Despite this growing influence of women in football, it still lags lamentably behind the men’s game in terms of numbers of players and clubs, profile, funding, broadcasting coverage, sponsorship deals and unfortunately, therefore, also in salaries. The top ranked men’s league players average £2.6mn per year – the women’s equivalent ‘Super League’ level players earn just £26, 750 on average annually, approximately 100 times less than the male counterparts. When it comes to the gender pay gap change is afoot, but more is needed to achieve equality in the game. By supporting and attending matches, you can help raise the profile of the game and thus its coverage, sponsorship and so on.
Ways for girls and women to get involved in football in the UK
There are numerous ways that women can now dip their toe in the water on a casual basis both in London and across the country. Virtually no equipment is required and games can range from a knockaround in the park (for free), to formal club games which cost from £5 per match.

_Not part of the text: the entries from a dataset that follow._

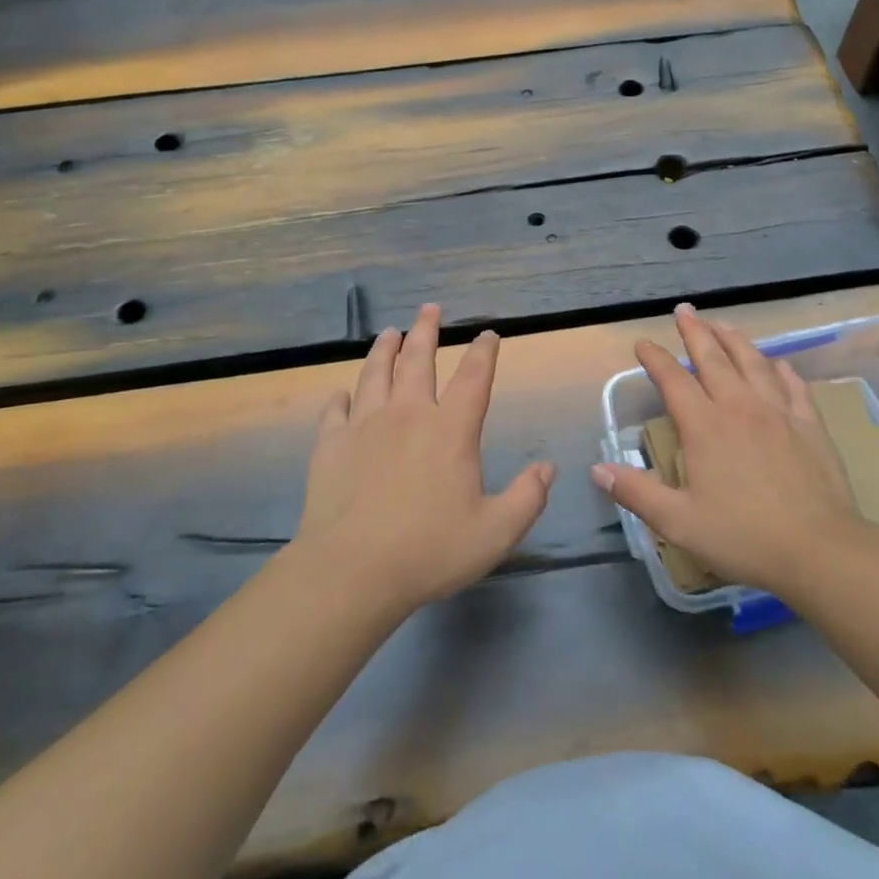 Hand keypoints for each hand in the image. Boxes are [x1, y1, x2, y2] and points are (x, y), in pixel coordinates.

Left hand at [294, 304, 554, 616]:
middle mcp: (408, 414)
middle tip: (430, 308)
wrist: (352, 570)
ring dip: (385, 349)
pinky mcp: (330, 444)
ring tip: (389, 332)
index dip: (484, 352)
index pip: (474, 378)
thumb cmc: (430, 550)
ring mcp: (364, 425)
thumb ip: (527, 497)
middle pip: (418, 360)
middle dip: (426, 330)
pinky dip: (340, 397)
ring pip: (375, 373)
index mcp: (450, 430)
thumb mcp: (495, 532)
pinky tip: (341, 393)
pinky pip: (335, 410)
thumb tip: (547, 468)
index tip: (488, 334)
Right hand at [592, 304, 877, 597]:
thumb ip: (636, 492)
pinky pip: (793, 385)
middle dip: (696, 332)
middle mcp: (740, 407)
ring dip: (735, 340)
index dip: (655, 359)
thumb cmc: (743, 536)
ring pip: (754, 363)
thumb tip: (598, 469)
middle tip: (685, 311)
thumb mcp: (678, 521)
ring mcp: (779, 413)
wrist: (820, 549)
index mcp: (705, 426)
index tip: (642, 344)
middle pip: (714, 358)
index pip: (673, 380)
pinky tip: (778, 364)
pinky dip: (781, 369)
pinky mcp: (810, 426)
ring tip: (723, 325) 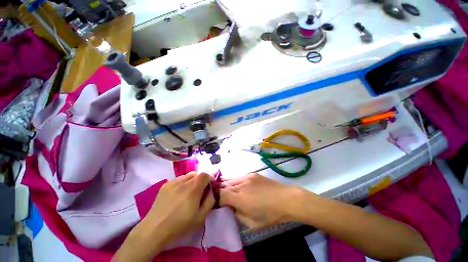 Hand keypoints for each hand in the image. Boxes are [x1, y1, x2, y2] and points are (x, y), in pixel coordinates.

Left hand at [114, 172, 214, 260]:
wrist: (154, 229)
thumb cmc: (180, 225)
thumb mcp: (201, 216)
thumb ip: (210, 200)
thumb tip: (210, 190)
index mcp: (193, 189)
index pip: (205, 174)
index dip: (210, 178)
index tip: (210, 186)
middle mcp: (183, 181)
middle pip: (197, 174)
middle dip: (201, 180)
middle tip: (200, 191)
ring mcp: (173, 182)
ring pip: (188, 175)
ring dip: (192, 181)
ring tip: (189, 193)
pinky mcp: (165, 185)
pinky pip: (179, 179)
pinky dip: (183, 183)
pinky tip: (179, 194)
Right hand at [219, 173, 304, 228]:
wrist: (285, 199)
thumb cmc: (270, 215)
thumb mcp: (252, 223)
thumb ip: (238, 214)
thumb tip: (232, 207)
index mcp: (241, 199)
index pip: (221, 195)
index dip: (218, 200)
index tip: (219, 204)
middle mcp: (241, 185)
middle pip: (224, 186)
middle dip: (219, 191)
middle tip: (218, 196)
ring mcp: (247, 177)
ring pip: (230, 179)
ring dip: (226, 185)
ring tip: (224, 190)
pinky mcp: (252, 174)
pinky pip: (239, 177)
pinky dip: (234, 181)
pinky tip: (235, 185) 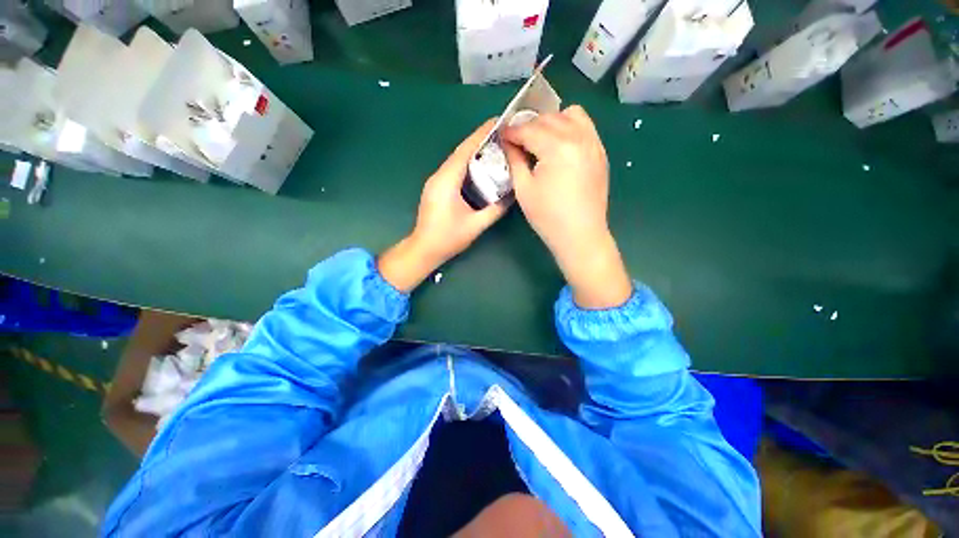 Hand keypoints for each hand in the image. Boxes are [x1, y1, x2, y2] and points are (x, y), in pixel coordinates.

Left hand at [378, 119, 510, 291]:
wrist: (424, 249)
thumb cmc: (447, 238)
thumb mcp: (476, 225)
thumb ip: (495, 209)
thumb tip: (513, 196)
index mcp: (447, 181)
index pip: (465, 151)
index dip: (481, 135)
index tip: (497, 121)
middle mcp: (439, 176)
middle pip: (460, 152)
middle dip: (480, 141)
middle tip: (502, 134)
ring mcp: (435, 181)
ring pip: (457, 160)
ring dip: (474, 152)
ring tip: (495, 147)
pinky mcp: (436, 188)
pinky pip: (454, 170)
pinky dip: (468, 164)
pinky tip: (481, 167)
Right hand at [502, 105, 631, 308]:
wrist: (581, 235)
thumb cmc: (548, 216)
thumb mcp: (524, 189)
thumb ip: (515, 160)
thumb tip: (509, 143)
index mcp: (557, 147)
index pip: (529, 129)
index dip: (512, 131)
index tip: (501, 136)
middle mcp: (578, 137)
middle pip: (548, 118)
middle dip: (529, 126)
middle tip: (517, 141)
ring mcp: (593, 143)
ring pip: (570, 115)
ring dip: (551, 122)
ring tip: (540, 140)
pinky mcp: (600, 152)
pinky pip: (585, 126)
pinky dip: (570, 127)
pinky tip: (560, 146) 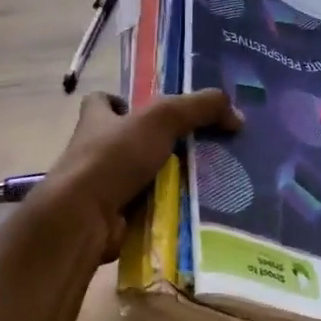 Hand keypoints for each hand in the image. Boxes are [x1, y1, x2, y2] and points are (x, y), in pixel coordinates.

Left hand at [36, 90, 242, 257]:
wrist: (83, 219)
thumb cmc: (113, 158)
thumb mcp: (161, 119)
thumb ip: (199, 108)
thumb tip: (237, 114)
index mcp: (96, 121)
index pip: (101, 102)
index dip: (122, 102)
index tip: (152, 111)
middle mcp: (94, 152)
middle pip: (128, 142)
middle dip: (158, 145)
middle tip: (199, 148)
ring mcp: (101, 187)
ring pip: (140, 178)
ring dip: (167, 179)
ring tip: (209, 179)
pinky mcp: (112, 218)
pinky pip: (146, 209)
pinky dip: (166, 209)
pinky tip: (195, 209) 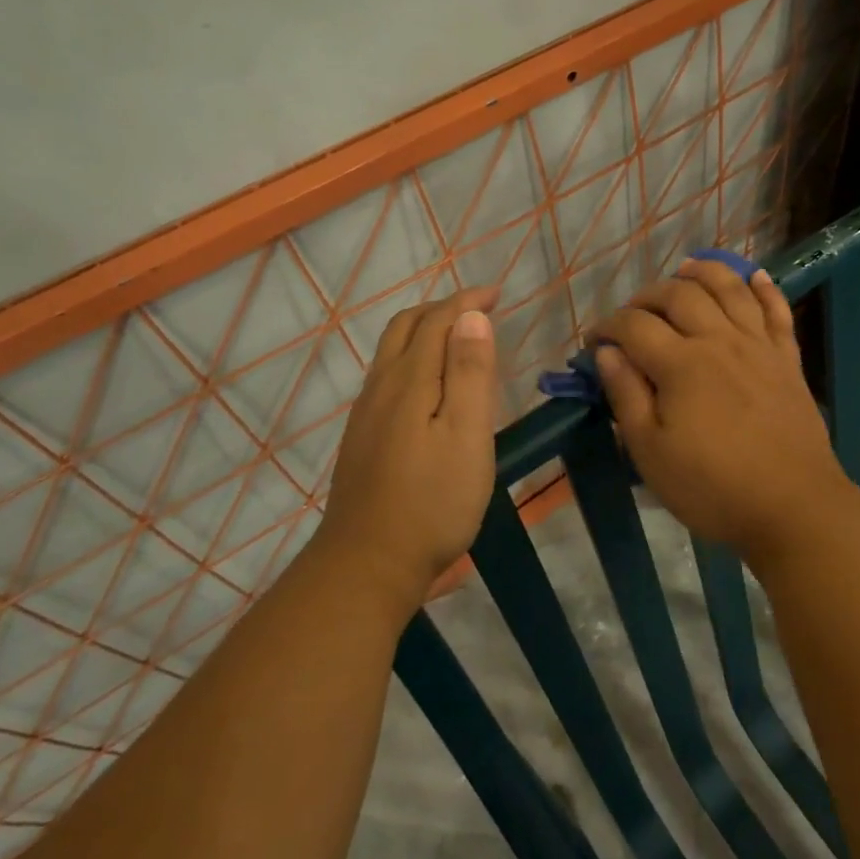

But for women’s football to see a real surge in terms of general acceptance and profile (there is still worrying levels of discrimination and abuse towards female players), things have to change at grass roots level. Girls of primary school age must be encouraged into the sport. To this effect the FA has plans to double the number of young girls and women in football by 2020.
Part of its plan is to foster football for girls, from a very early age. Its new nationwide initiative, SSE Wildcats, offers girls aged from 5 – 11 the chance to play football in 1,250 centres across the country. Sessions take place weekly, after school or at weekends.
Football is now the most widely played female sport in England with a comprehensive network of clubs up and down the country – but many girls and women are still unclear on how to join up. For information on how to get involved either as a player, coach or referee, at a club near you, check out your local County FA Lead Officer for Women’s and Girl’s football.
Let’s #daretoshine! #FIFAWWC we’re ready for you!